● **HOW TO COMPLETE THIS TASK**: State how many lines of the entries hold the string "North", and nothing more.

● **Records from a dataset**:
>>>
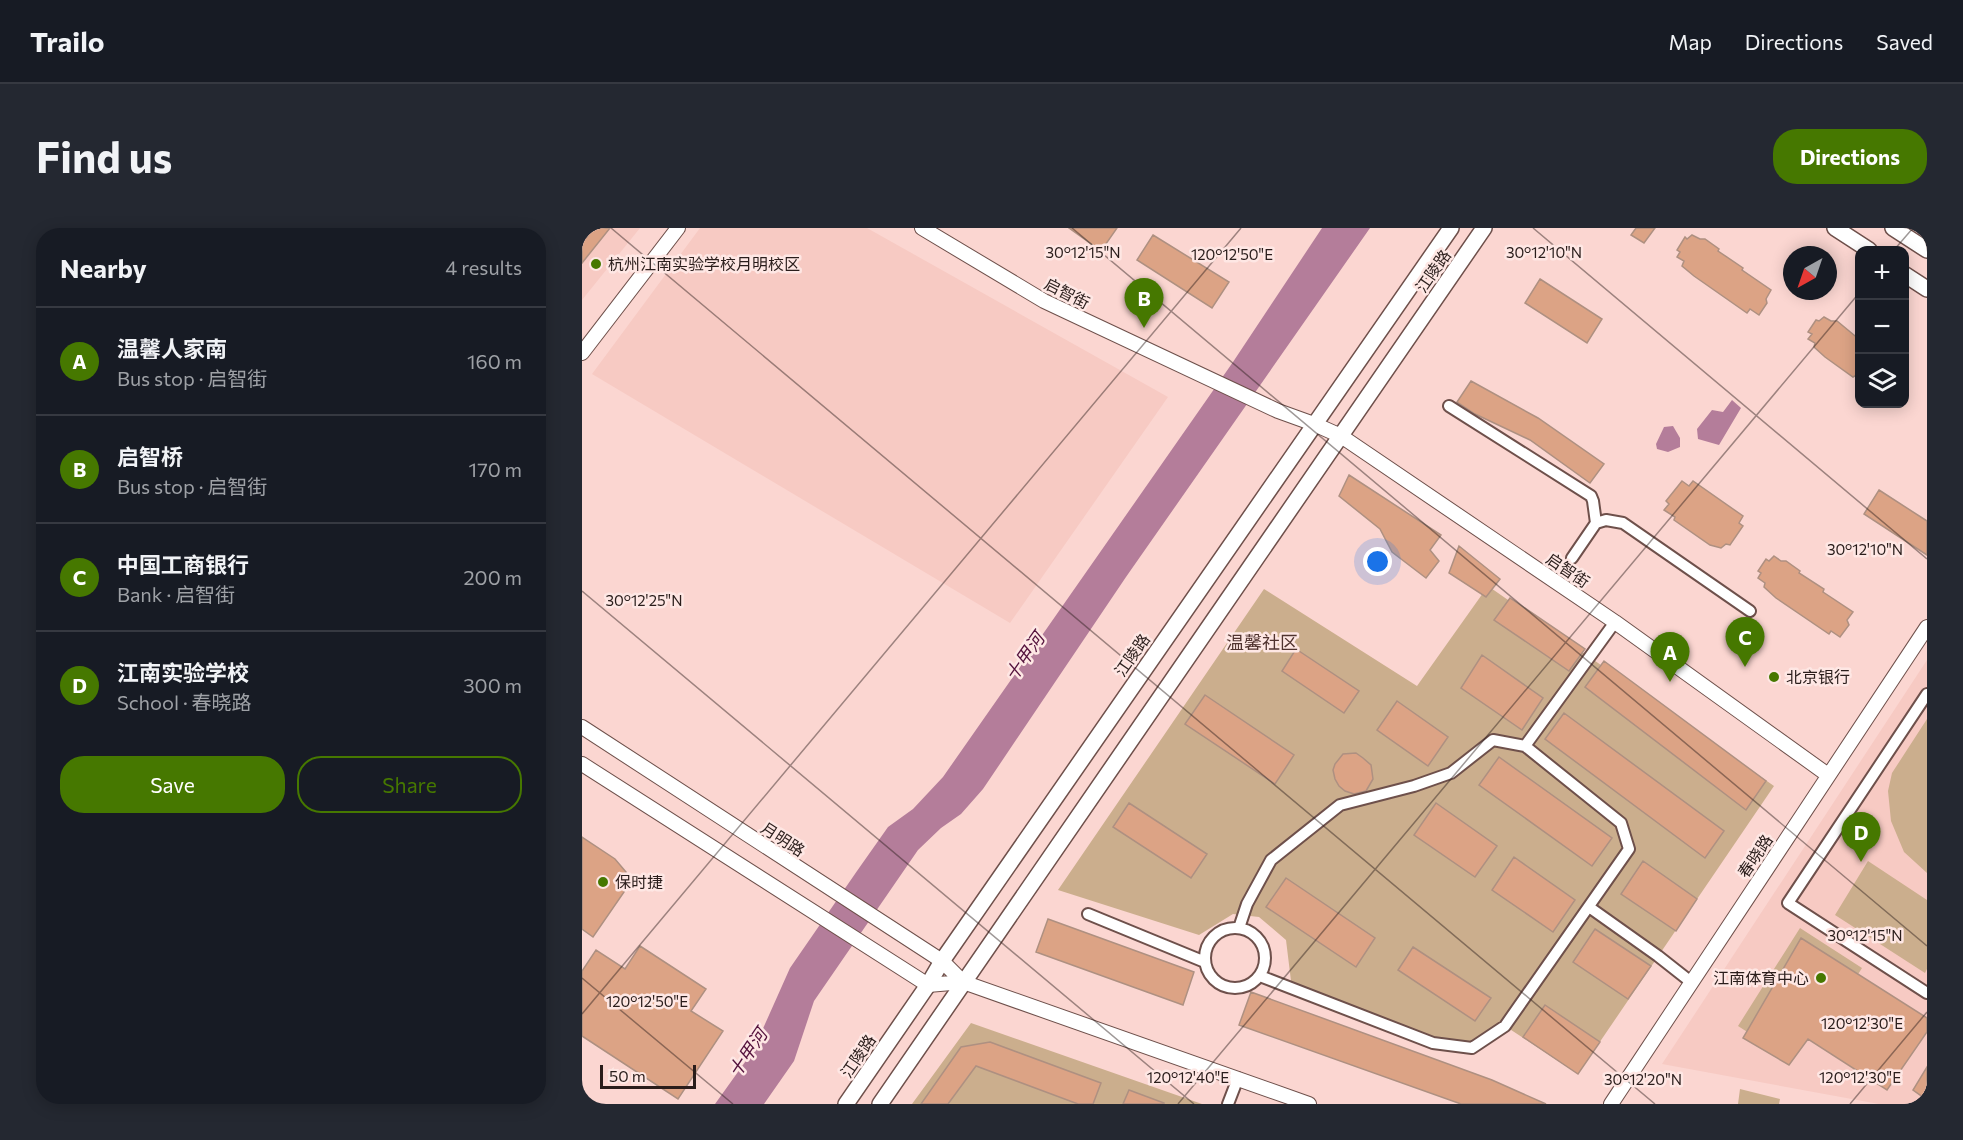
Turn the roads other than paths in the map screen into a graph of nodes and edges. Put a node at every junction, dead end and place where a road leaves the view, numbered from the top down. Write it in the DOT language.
graph roads {
  1 [pos="678,228"];
  2 [pos="922,228"];
  3 [pos="1451,228"];
  4 [pos="1485,228"];
  5 [pos="1835,228"];
  6 [pos="1893,228"];
  7 [pos="1863,246"];
  8 [pos="1927,250"];
  9 [pos="1909,277"];
  10 [pos="1927,289"];
  11 [pos="582,353"];
  12 [pos="1449,406"];
  13 [pos="1314,424"];
  14 [pos="1341,436"];
  15 [pos="1596,523"];
  16 [pos="1572,558"];
  17 [pos="1750,611"];
  18 [pos="1615,622"];
  19 [pos="1927,627"];
  20 [pos="1927,694"];
  21 [pos="582,727"];
  22 [pos="1525,746"];
  23 [pos="582,764"];
  24 [pos="1828,775"];
  25 [pos="1589,907"];
  26 [pos="1088,914"];
  27 [pos="1239,928"];
  28 [pos="942,961"];
  29 [pos="1205,962"];
  30 [pos="1260,976"];
  31 [pos="963,982"];
  32 [pos="1691,982"];
  33 [pos="928,986"];
  34 [pos="1927,993"];
  35 [pos="1238,1078"];
  36 [pos="846,1104"];
  37 [pos="880,1104"];
  38 [pos="1228,1104"];
  39 [pos="1309,1104"];
  40 [pos="1611,1104"];
  1 -- 11 [label="street"];
  2 -- 13 [label="street, 启智街"];
  3 -- 13 [label="main road, 江陵路"];
  4 -- 14 [label="main road, 江陵路"];
  5 -- 7 [label="main road"];
  6 -- 8 [label="main road"];
  9 -- 10 [label="main road"];
  12 -- 15 [label="street"];
  13 -- 14 [label="street, 启智街"];
  13 -- 28 [label="main road, 江陵路"];
  14 -- 18 [label="street, 启智街"];
  14 -- 31 [label="main road, 江陵路"];
  15 -- 16 [label="street"];
  15 -- 17 [label="street"];
  18 -- 22 [label="street"];
  18 -- 24 [label="street, 启智街"];
  19 -- 24 [label="street, 春晓路"];
  20 -- 34 [label="street"];
  21 -- 28 [label="street, 月明路"];
  22 -- 25 [label="street"];
  22 -- 27 [label="street"];
  23 -- 33 [label="street"];
  24 -- 32 [label="street, 春晓路"];
  25 -- 30 [label="street"];
  25 -- 32 [label="street"];
  26 -- 29 [label="street"];
  27 -- 29 [label="street"];
  27 -- 30 [label="street"];
  28 -- 31 [label="street, 月明路"];
  28 -- 33 [label="main road, 江陵路"];
  29 -- 30 [label="street"];
  31 -- 33 [label="street, 月明路"];
  31 -- 35 [label="street, 月明路"];
  31 -- 37 [label="main road, 江陵路"];
  32 -- 40 [label="street, 春晓路"];
  33 -- 36 [label="main road, 江陵路"];
  35 -- 38 [label="street"];
  35 -- 39 [label="street, 月明路"];
}
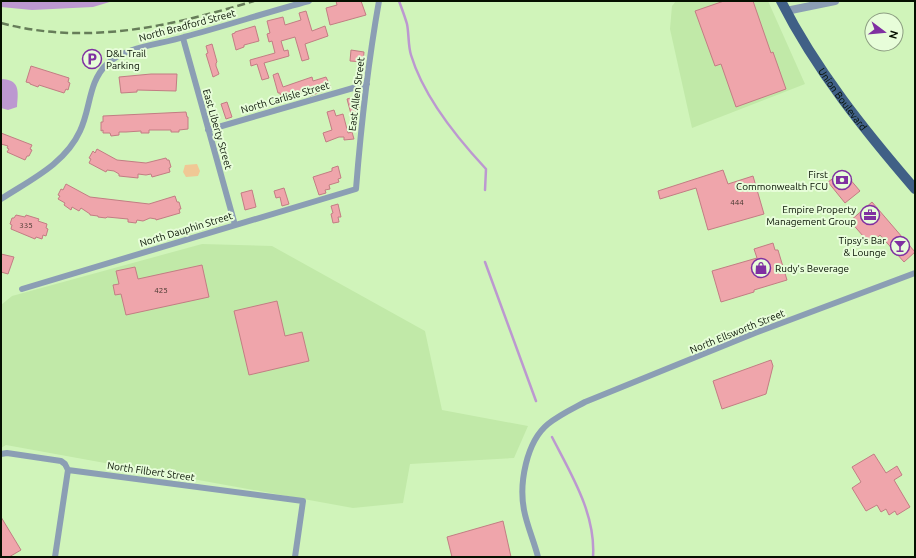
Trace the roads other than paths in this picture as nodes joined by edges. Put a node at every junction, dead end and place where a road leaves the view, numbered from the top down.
1 (309, 1) edge
2 (379, 1) edge
3 (781, 1) edge
4 (836, 1) edge
5 (786, 11) junction
6 (182, 38) junction
7 (367, 84) junction
8 (208, 130) junction
9 (356, 189) joint
10 (915, 189) edge
11 (1, 199) edge
12 (235, 225) junction
13 (915, 273) edge
14 (22, 289) dead end
15 (1, 454) edge
16 (68, 470) junction
17 (55, 557) edge
18 (295, 557) edge
19 (538, 557) edge

1 - 6 street, North Bradford Street
2 - 7 street, East Allen Street
3 - 5 main road, Union Boulevard
4 - 5 street
5 - 10 main road, Union Boulevard
6 - 8 street, East Liberty Street
6 - 11 street, North Bradford Street
7 - 8 street, North Carlisle Street
7 - 9 street, East Allen Street
8 - 12 street, East Liberty Street
9 - 12 street, North Dauphin Street
12 - 14 street, North Dauphin Street
13 - 19 street, North Ellsworth Street
15 - 16 street, North Filbert Street
16 - 17 street
16 - 18 street, North Filbert Street

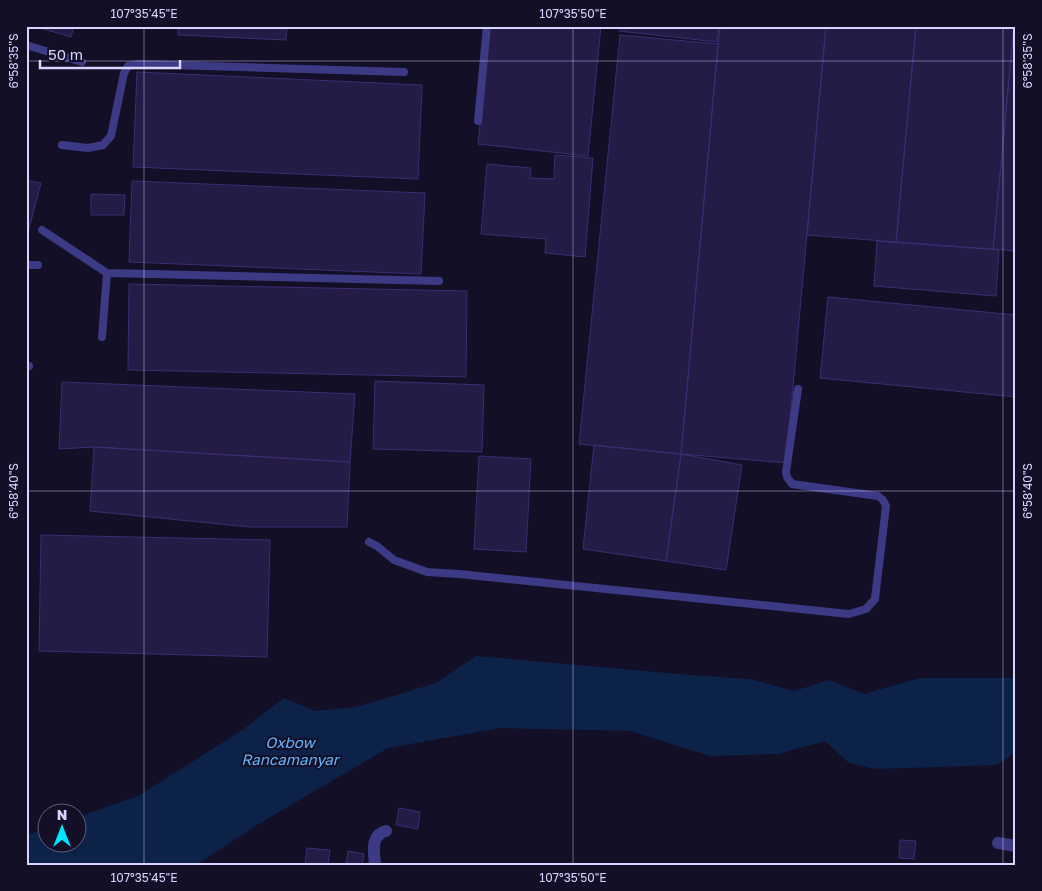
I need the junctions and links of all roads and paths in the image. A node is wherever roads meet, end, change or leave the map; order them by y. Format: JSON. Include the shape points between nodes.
{"nodes":[{"id":1,"x":487,"y":26,"type":"edge"},
{"id":2,"x":26,"y":45,"type":"edge"},
{"id":3,"x":82,"y":62,"type":"dead end"},
{"id":4,"x":404,"y":72,"type":"dead end"},
{"id":5,"x":478,"y":121,"type":"dead end"},
{"id":6,"x":62,"y":145,"type":"dead end"},
{"id":7,"x":42,"y":230,"type":"dead end"},
{"id":8,"x":26,"y":264,"type":"edge"},
{"id":9,"x":38,"y":265,"type":"dead end"},
{"id":10,"x":107,"y":273,"type":"junction"},
{"id":11,"x":439,"y":281,"type":"dead end"},
{"id":12,"x":102,"y":337,"type":"dead end"},
{"id":13,"x":798,"y":389,"type":"dead end"},
{"id":14,"x":369,"y":542,"type":"dead end"},
{"id":15,"x":386,"y":831,"type":"dead end"},
{"id":16,"x":998,"y":843,"type":"dead end"},
{"id":17,"x":1016,"y":846,"type":"edge"},
{"id":18,"x":375,"y":865,"type":"edge"}],
"edges":[{"from":1,"to":5,"type":"lane"},
{"from":2,"to":3,"type":"lane"},
{"from":4,"to":6,"type":"lane","via":[[128,66],[111,136],[103,145],[88,148]]},
{"from":7,"to":10,"type":"lane"},
{"from":8,"to":9,"type":"lane"},
{"from":10,"to":11,"type":"lane"},
{"from":10,"to":12,"type":"lane"},
{"from":13,"to":14,"type":"lane","via":[[786,472],[792,484],[878,496],[886,506],[874,599],[866,609],[848,614],[427,572],[394,560]]},
{"from":15,"to":18,"type":"street","via":[[378,835],[373,845]]},
{"from":16,"to":17,"type":"street"}]}
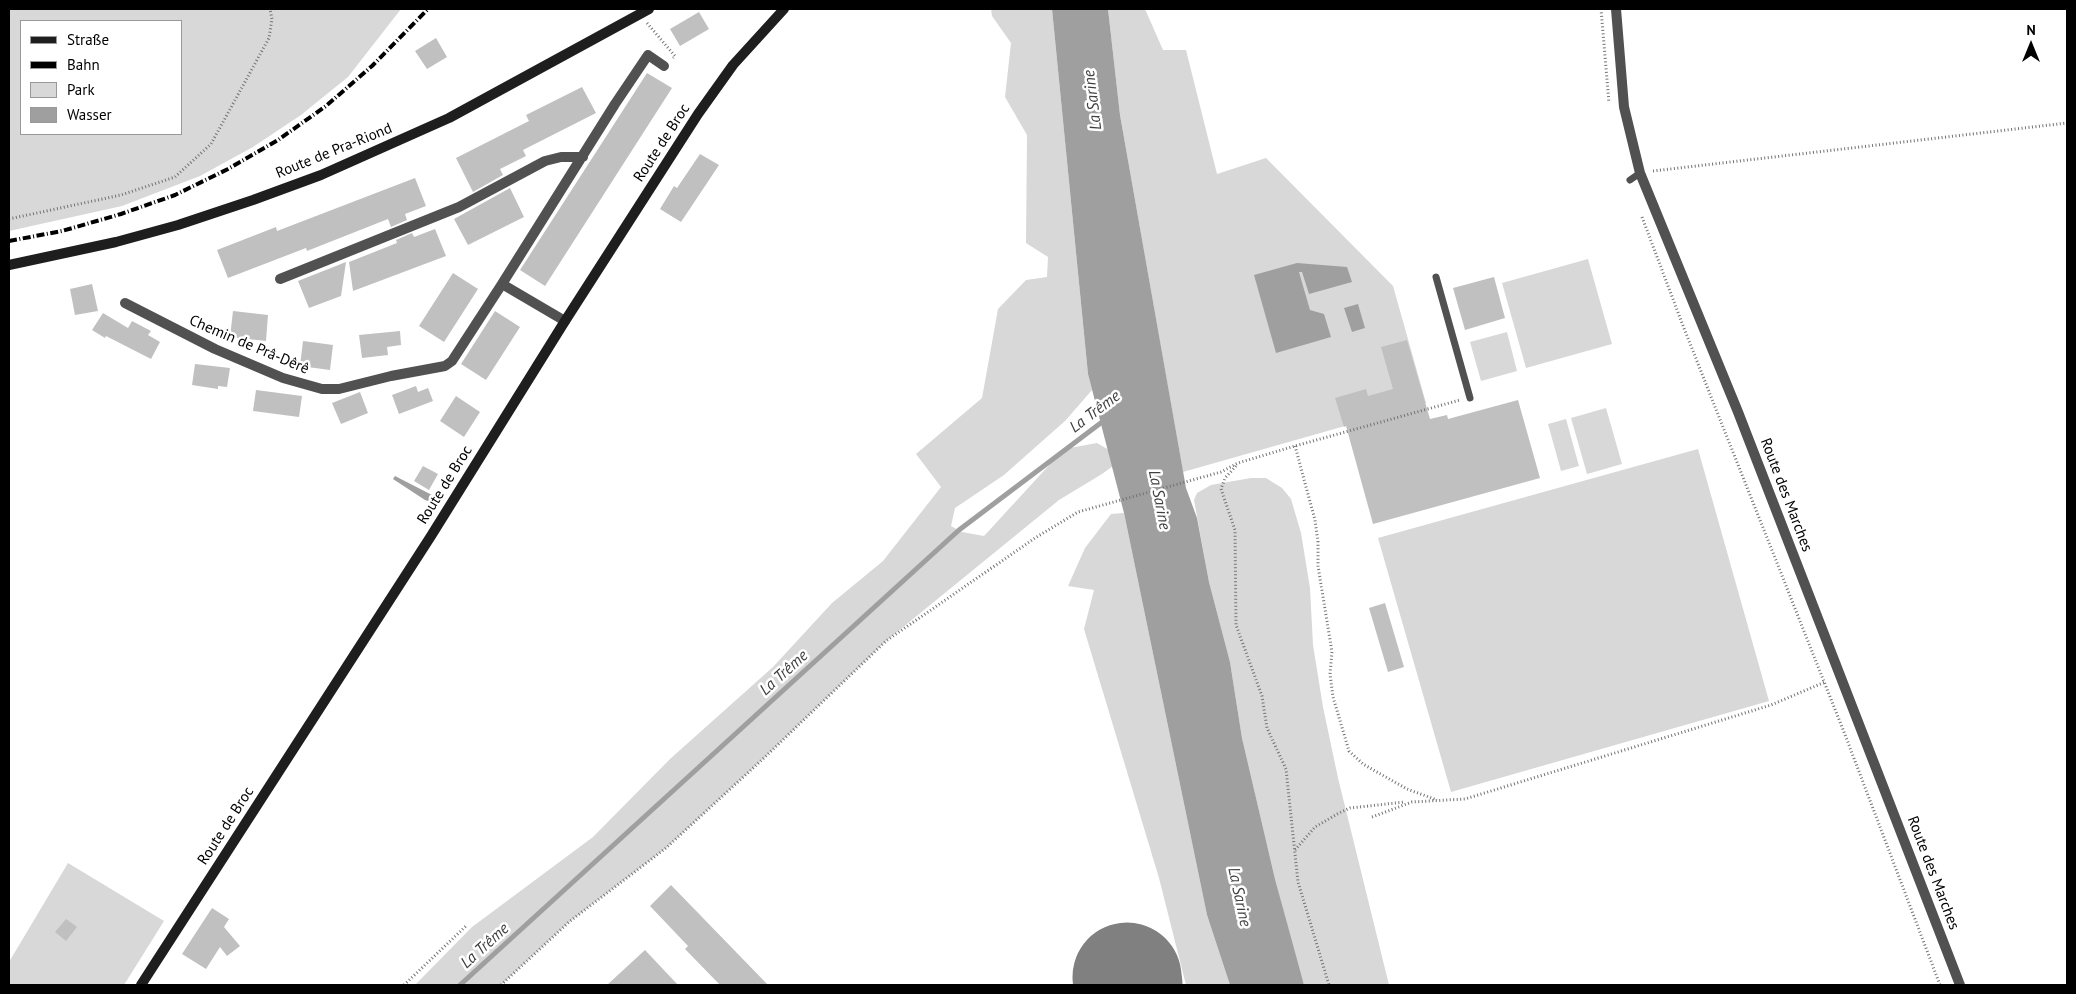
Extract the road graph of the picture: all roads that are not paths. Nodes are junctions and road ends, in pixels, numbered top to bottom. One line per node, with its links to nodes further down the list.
1 (649, 9): 8 (main road, Route de Pra-Riond)
2 (784, 9): 13 (main road, Route de Broc)
3 (1616, 9): 6 (street, Route des Marches)
4 (664, 66): 5 (street, Chemin de Prâ-Dêrê)
5 (583, 156): 10 (street); 11 (street, Chemin de Prâ-Dêrê)
6 (1640, 173): 7 (lane); 16 (street, Route des Marches)
7 (1630, 180)
8 (9, 265)
9 (1436, 277): 14 (lane)
10 (280, 279)
11 (502, 284): 12 (street, Chemin de Prâ-Dêrê); 13 (street)
12 (125, 303)
13 (565, 321): 15 (main road, Route de Broc)
14 (1470, 398)
15 (142, 985)
16 (1960, 985)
<<<
● **EXPECTED ANSWER**: 8